Were there any women at all among your top five critics?

The point of this little exercise is simple: Women would have to wield a whole lot more power in the nation's theater in order to be credibly scapegoated for the low number of plays by women produced on its stages.

Emily Glassberg Sands' research on the subject is a bombshell in a sleepy summer news cycle, and it raises some genuine concerns that the theater would do well to address. What the recent Princeton grad's senior thesis doesn't do -- however inconvenient the fact may be for journalists, who tend to prefer juicy reductivism, the more divisive the better -- is identify a single cause for a persistent scarcity that has myriad causes.

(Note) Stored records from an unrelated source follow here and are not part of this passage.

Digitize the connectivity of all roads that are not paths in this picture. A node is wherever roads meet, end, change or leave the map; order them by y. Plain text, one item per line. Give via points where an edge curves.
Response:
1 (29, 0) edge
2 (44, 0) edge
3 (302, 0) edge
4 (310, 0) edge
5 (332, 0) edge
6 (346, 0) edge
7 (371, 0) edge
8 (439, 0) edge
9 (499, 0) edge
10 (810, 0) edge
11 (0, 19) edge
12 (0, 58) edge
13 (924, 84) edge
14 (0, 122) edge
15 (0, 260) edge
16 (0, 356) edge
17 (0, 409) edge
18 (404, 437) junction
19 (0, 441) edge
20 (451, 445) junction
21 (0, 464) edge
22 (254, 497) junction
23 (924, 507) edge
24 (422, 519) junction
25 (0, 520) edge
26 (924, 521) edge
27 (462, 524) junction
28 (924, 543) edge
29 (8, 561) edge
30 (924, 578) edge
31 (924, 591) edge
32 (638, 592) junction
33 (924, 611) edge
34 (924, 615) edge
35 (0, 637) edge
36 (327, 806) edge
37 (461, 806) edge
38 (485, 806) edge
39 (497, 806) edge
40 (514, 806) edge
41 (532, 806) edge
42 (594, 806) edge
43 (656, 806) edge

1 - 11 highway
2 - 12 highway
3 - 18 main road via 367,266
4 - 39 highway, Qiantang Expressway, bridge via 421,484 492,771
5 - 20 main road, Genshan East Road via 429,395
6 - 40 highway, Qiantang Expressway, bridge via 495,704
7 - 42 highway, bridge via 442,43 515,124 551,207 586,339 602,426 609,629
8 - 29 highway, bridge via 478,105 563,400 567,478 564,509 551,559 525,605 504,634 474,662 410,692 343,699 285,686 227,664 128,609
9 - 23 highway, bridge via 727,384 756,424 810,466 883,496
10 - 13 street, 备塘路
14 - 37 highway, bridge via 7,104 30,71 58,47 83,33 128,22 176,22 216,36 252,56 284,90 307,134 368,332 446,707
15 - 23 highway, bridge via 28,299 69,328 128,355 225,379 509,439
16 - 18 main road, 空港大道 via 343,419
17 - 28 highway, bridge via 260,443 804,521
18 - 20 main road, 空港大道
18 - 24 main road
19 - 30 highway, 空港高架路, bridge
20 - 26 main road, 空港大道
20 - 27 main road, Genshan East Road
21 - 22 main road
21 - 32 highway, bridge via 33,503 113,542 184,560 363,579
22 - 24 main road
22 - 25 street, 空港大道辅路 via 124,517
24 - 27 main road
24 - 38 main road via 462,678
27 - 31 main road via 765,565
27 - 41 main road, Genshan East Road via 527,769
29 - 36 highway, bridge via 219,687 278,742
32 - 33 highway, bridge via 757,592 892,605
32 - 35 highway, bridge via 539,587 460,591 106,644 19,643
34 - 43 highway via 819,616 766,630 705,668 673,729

So you can go ahead and disregard the third sentence of Patricia Cohen's New York Times article, which says Sands' research shows that "women who are artistic directors and literary managers are the ones to blame." And, while you're at it, the lede of Philip Boroff's Bloomberg story: "Female playwrights, long aware that they're produced less frequently than their male counterparts, may now have someone to blame: female artistic directors."

But, as suggested by "Women Beware Women," the headline on ArtsJournal's link to the Times story, the popular takeaway on Sands' research is likely to be a simple, misogynistic, maddeningly familiar formula: Women are too jealous to play, or work, nicely together. Far be it from them to give other females a fair shot.